Notes: Regressions of hospitalization plus ER rates on foreclosure rates also included zip code fixed, effects, county*quarter*year effects and time trends for clusters of zip codes. Standard errors in parentheses. ***, **, and * indicate that the estimate is statistically significant at the 99th, 95th, and 90th percent level of confidence. Bold face indicates that the sum of lags is significantly different than zero.

Additional Estimates

Because the “Great Recession” followed the foreclosure crisis, and because there is a great deal of research linking unemployment and health, it may be tempting to conclude that the estimated relationship between foreclosure and health only reflects a relationship between unemployment and health. The first panel of Table 8 presents models estimated using data for the second quarter of 2005 through the fourth quarter of 2007, so that data from the “Great Recession” period when unemployment sky-rocketed has been excluded. The estimated effects of foreclosure are, if anything, stronger than those presented above, suggesting that effects of foreclosure were apparent even in the low unemployment environment that prevailed through the end of 2007.

Panels 2 and 3 of Table 8 present estimates for judicial and non-judicial states separately. As discussed above, the literature suggests that people in judicial states are able to stay in their homes longer after foreclosure so we might expect to see larger effects of foreclosure in those states. Table 8 suggests that this is indeed the case. Moreover, the estimates are the largest on the 4th lag for judicial states, while they appear to die out more rapidly in non-judicial states. However, there are of course many other differences between the states in our sample that could affect responses to the foreclosure crisis (for example, Florida and Arizona have large numbers of retirees, and each state has different methods of financing indigent care); hence, with only two states of each type, it is hard to conduct a definitive test of the effect of different foreclosure mechanisms.
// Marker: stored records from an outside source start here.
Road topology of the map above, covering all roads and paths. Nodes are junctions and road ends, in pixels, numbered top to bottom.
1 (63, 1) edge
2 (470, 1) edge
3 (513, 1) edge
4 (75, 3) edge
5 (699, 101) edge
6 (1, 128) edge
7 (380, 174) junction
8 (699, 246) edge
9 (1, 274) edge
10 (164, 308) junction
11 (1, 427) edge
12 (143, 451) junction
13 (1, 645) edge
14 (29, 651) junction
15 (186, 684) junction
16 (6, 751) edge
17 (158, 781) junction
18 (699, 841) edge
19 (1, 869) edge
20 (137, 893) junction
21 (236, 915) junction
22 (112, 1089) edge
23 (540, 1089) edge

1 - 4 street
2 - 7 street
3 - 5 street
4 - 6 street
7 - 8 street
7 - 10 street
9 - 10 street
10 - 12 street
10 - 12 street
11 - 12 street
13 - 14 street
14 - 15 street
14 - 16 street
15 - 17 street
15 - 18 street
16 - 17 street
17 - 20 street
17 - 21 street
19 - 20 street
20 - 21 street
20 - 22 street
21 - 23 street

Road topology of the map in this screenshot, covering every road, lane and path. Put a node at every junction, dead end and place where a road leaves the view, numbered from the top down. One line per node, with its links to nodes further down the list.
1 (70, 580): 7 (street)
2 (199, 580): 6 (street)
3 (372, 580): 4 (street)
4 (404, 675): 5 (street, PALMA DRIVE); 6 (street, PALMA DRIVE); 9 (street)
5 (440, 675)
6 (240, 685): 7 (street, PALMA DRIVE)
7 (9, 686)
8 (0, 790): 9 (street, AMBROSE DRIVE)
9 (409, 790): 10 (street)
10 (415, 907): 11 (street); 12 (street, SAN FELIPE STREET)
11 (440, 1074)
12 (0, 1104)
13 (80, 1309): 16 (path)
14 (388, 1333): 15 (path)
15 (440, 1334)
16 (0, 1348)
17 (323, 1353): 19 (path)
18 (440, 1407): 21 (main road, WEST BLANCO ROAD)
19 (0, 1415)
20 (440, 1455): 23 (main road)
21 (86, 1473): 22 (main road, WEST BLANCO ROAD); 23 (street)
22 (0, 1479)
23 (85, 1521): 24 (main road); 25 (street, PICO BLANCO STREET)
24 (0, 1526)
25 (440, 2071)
Panel 4 of Table 8 presents models that use foreclosure starts rather than foreclosure auctions. One difficulty with thinking about foreclosure as an event is that the process typically takes a long time. A homeowner might begin to feel stress when he or she first becomes delinquent on a mortgage (which we do not observe). This stress might escalate when foreclosure is initiated, and reach a peak at the time of the foreclosure auction. There is little a priori evidence to support this type of time line, although we do know that many foreclosure starts do not lead to auctions because homeowners are able to save their homes. It is also plausible that the stress associated with foreclosure is most severe at the beginning of the process as individuals are shocked with the fear of losing their homes, but eventually develop mechanisms to cope with this stress. Panel 4 shows that models estimated using foreclosure starts produce estimates that are in line with our baseline model.

Panel 5 of Table 8 shows results from a sample that includes all the zip codes in our four analysis states, without excluding zip codes with a high proportion of vacation and investment properties. The estimates in Panel 5 are qualitatively similar to those of Table 3 but uniformly smaller in size, consistent with the idea that losing a vacation home may have less negative effects than losing a primary residence. Panel 6 shows estimates using only zip codes with high proportions of vacation and investment properties. We do not see any statistically significant effects in these models, though this may be in part due to small sample size.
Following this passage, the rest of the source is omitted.